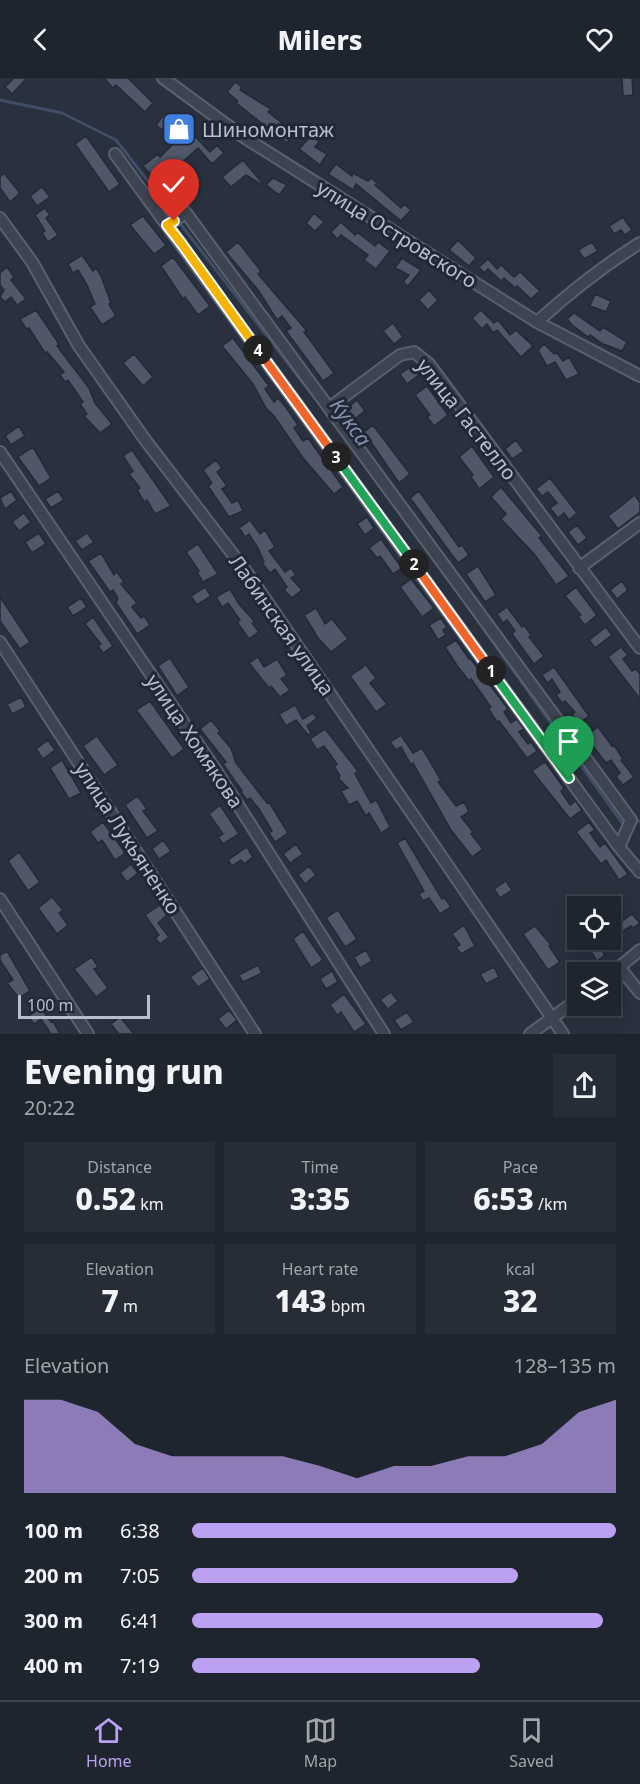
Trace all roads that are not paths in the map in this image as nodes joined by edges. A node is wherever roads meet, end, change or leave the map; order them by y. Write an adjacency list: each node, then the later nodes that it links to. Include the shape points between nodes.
1 (163, 78): 6 (street, улица Островского, via 243,136)
2 (116, 154): 4 (street)
3 (0, 218): 22 (street, Лабинская улица, via 32,262 79,346 248,574)
4 (174, 221): 8 (street, via 186,213); 14 (street)
5 (640, 243): 6 (street, via 568,294)
6 (537, 322): 7 (street, улица Островского)
7 (640, 376)
8 (330, 407): 11 (street, улица Гастелло, via 400,355 414,351 429,364); 14 (street, via 631,820)
9 (0, 452): 25 (street, улица Хомякова, via 217,772)
10 (640, 523): 11 (street)
11 (579, 568): 13 (street, улица Гастелло)
12 (0, 642): 24 (street, улица Лукьяненко)
13 (640, 648)
14 (619, 847): 15 (street)
15 (640, 872)
16 (0, 899): 23 (street)
17 (640, 950): 18 (street)
18 (621, 967)
19 (621, 969): 20 (street)
20 (640, 993)
21 (567, 1007): 22 (street)
22 (552, 1017): 26 (street); 27 (street, Лабинская улица)
23 (88, 1034)
24 (255, 1034)
25 (384, 1034)
26 (530, 1034)
27 (563, 1034)

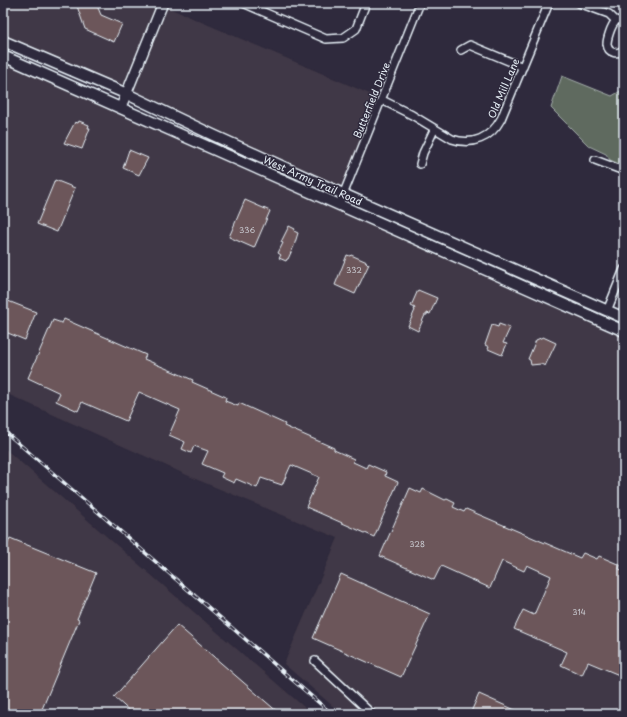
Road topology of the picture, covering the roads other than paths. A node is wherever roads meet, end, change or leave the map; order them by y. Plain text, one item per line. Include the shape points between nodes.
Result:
1 (163, 3) edge
2 (243, 3) edge
3 (366, 3) edge
4 (420, 3) edge
5 (549, 3) edge
6 (580, 3) edge
7 (624, 20) edge
8 (616, 21) junction
9 (3, 41) edge
10 (624, 49) edge
11 (461, 50) dead end
12 (3, 56) edge
13 (523, 67) junction
14 (127, 94) junction
15 (382, 100) junction
16 (121, 107) junction
17 (434, 130) junction
18 (595, 160) dead end
19 (420, 164) dead end
20 (624, 171) edge
21 (344, 194) junction
22 (339, 205) junction
23 (482, 255) junction
24 (477, 266) junction
25 (624, 269) edge
26 (607, 311) junction
27 (622, 317) edge
28 (602, 322) junction
29 (624, 331) edge
30 (315, 661) dead end
31 (372, 714) edge

1 - 14 street
2 - 3 street via 326,39 343,38 356,29
4 - 15 street, Butterfield Drive
5 - 13 street, Old Mill Lane
6 - 8 street via 609,14
7 - 8 street
8 - 10 street via 607,46 616,53
9 - 14 main road, West Army Trail Road
11 - 13 street via 470,45
12 - 16 main road, West Army Trail Road
13 - 17 street, Old Mill Lane via 502,119 489,134 473,141 458,141
14 - 16 street
14 - 21 main road, West Army Trail Road
15 - 17 street, Old Mill Lane
15 - 21 street, Butterfield Drive
16 - 22 main road, West Army Trail Road
17 - 19 street
18 - 20 street
21 - 22 street, Butterfield Drive
21 - 23 main road, West Army Trail Road
22 - 24 main road, West Army Trail Road
23 - 24 main road
23 - 26 main road, West Army Trail Road
24 - 28 main road, West Army Trail Road
25 - 26 street
26 - 27 main road, West Army Trail Road
27 - 28 main road
28 - 29 main road, West Army Trail Road
30 - 31 street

WHAT IS NEEDED: Return all the records exactly. Skip the pictures.

REPLY:
Trace all roads that are not paths in the map in this image as nodes joined by edges. A node is wherever roads meet, end, change or leave the map; order them by y. Write an adjacency list: each node, then the later nodes that it links to. Include the shape points between nodes.
1 (163, 78): 6 (street, улица Островского, via 243,136)
2 (116, 154): 4 (street)
3 (0, 218): 22 (street, Лабинская улица, via 32,262 79,346 248,574)
4 (174, 221): 8 (street, via 186,213); 14 (street)
5 (640, 243): 6 (street, via 568,294)
6 (537, 322): 7 (street, улица Островского)
7 (640, 376)
8 (330, 407): 11 (street, улица Гастелло, via 400,355 414,351 429,364); 14 (street, via 631,820)
9 (0, 452): 25 (street, улица Хомякова, via 217,772)
10 (640, 523): 11 (street)
11 (579, 568): 13 (street, улица Гастелло)
12 (0, 642): 24 (street, улица Лукьяненко)
13 (640, 648)
14 (619, 847): 15 (street)
15 (640, 872)
16 (0, 899): 23 (street)
17 (640, 950): 18 (street)
18 (621, 967)
19 (621, 969): 20 (street)
20 (640, 993)
21 (567, 1007): 22 (street)
22 (552, 1017): 26 (street); 27 (street, Лабинская улица)
23 (88, 1034)
24 (255, 1034)
25 (384, 1034)
26 (530, 1034)
27 (563, 1034)

Road topology of the picture, covering the roads other than paths. A node is wherever roads meet, end, change or leave the map; order them by y. Plain text, one item per line. Include the shape points between nodes.
Result:
1 (163, 3) edge
2 (243, 3) edge
3 (366, 3) edge
4 (420, 3) edge
5 (549, 3) edge
6 (580, 3) edge
7 (624, 20) edge
8 (616, 21) junction
9 (3, 41) edge
10 (624, 49) edge
11 (461, 50) dead end
12 (3, 56) edge
13 (523, 67) junction
14 (127, 94) junction
15 (382, 100) junction
16 (121, 107) junction
17 (434, 130) junction
18 (595, 160) dead end
19 (420, 164) dead end
20 (624, 171) edge
21 (344, 194) junction
22 (339, 205) junction
23 (482, 255) junction
24 (477, 266) junction
25 (624, 269) edge
26 (607, 311) junction
27 (622, 317) edge
28 (602, 322) junction
29 (624, 331) edge
30 (315, 661) dead end
31 (372, 714) edge

1 - 14 street
2 - 3 street via 326,39 343,38 356,29
4 - 15 street, Butterfield Drive
5 - 13 street, Old Mill Lane
6 - 8 street via 609,14
7 - 8 street
8 - 10 street via 607,46 616,53
9 - 14 main road, West Army Trail Road
11 - 13 street via 470,45
12 - 16 main road, West Army Trail Road
13 - 17 street, Old Mill Lane via 502,119 489,134 473,141 458,141
14 - 16 street
14 - 21 main road, West Army Trail Road
15 - 17 street, Old Mill Lane
15 - 21 street, Butterfield Drive
16 - 22 main road, West Army Trail Road
17 - 19 street
18 - 20 street
21 - 22 street, Butterfield Drive
21 - 23 main road, West Army Trail Road
22 - 24 main road, West Army Trail Road
23 - 24 main road
23 - 26 main road, West Army Trail Road
24 - 28 main road, West Army Trail Road
25 - 26 street
26 - 27 main road, West Army Trail Road
27 - 28 main road
28 - 29 main road, West Army Trail Road
30 - 31 street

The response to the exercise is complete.